In the salon Marise was pouring an apéritif for her father, brightly dishing up the news of the day with the sauce of lively comment, and saying nothing about culinary close calls. Her father listened to her, sipping his Dubonnet with an air of intense satisfaction. He took plenty of time for it, allowing each mouthful to deliver all its complicated burden of tang and bitterness and heat before he took another one into his mouth.

"Excellent stuff, Dubonnet," he said appreciatively.

"I'm glad you like it," said Marise.

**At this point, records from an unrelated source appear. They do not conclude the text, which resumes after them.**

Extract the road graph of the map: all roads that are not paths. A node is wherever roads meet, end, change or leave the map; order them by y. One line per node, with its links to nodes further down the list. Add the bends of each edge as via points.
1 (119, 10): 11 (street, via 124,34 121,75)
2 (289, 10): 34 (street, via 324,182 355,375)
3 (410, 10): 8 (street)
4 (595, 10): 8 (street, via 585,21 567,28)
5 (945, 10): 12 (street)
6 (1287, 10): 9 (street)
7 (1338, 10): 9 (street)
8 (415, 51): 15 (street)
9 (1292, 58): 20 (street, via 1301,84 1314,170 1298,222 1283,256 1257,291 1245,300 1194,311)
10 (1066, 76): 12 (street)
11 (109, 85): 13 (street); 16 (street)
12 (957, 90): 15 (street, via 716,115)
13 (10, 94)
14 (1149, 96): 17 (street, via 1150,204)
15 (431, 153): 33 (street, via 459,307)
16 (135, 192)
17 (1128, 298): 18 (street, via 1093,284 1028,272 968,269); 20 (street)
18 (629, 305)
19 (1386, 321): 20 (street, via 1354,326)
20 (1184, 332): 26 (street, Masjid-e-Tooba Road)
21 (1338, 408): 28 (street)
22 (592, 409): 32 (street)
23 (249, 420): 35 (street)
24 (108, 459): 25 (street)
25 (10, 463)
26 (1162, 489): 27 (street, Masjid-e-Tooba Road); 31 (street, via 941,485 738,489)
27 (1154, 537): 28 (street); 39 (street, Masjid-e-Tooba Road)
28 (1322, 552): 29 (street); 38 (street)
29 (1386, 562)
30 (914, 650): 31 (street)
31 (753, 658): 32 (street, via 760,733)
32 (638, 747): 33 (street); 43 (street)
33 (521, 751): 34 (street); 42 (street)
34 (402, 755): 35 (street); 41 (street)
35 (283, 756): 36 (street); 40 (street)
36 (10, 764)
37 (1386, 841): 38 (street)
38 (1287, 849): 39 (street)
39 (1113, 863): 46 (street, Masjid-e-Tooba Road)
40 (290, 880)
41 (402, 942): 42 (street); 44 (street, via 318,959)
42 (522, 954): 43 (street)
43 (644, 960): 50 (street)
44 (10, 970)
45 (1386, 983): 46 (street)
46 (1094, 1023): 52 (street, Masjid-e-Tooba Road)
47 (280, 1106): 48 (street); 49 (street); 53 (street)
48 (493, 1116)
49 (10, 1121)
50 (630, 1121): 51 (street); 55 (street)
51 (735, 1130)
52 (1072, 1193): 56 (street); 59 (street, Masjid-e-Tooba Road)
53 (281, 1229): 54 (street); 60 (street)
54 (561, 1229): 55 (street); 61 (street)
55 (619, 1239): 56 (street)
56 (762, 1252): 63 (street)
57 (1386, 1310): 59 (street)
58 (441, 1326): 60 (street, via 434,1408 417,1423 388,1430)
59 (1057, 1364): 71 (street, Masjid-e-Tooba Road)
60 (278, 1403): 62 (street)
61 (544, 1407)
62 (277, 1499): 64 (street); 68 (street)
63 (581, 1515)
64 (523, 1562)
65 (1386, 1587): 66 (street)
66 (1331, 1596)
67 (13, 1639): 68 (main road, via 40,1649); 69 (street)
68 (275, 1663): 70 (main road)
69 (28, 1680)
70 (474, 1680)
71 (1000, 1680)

She envied her father his enjoyments. They were, comparatively speaking, so easy to get.

Looking at her seemed to remind him of something. He reached into a vest pocket (with some difficulty, for his vests were more and more tightly packed with each year of good living), and took out a little jeweller's box.

"It's your birthday to-day," he remarked, taking another careful sip of his apéritif.

Marise looked at the present, a little wrist-watch, from a very good house.

"Oh, that's awfully good of you, Father," she said, trying it on.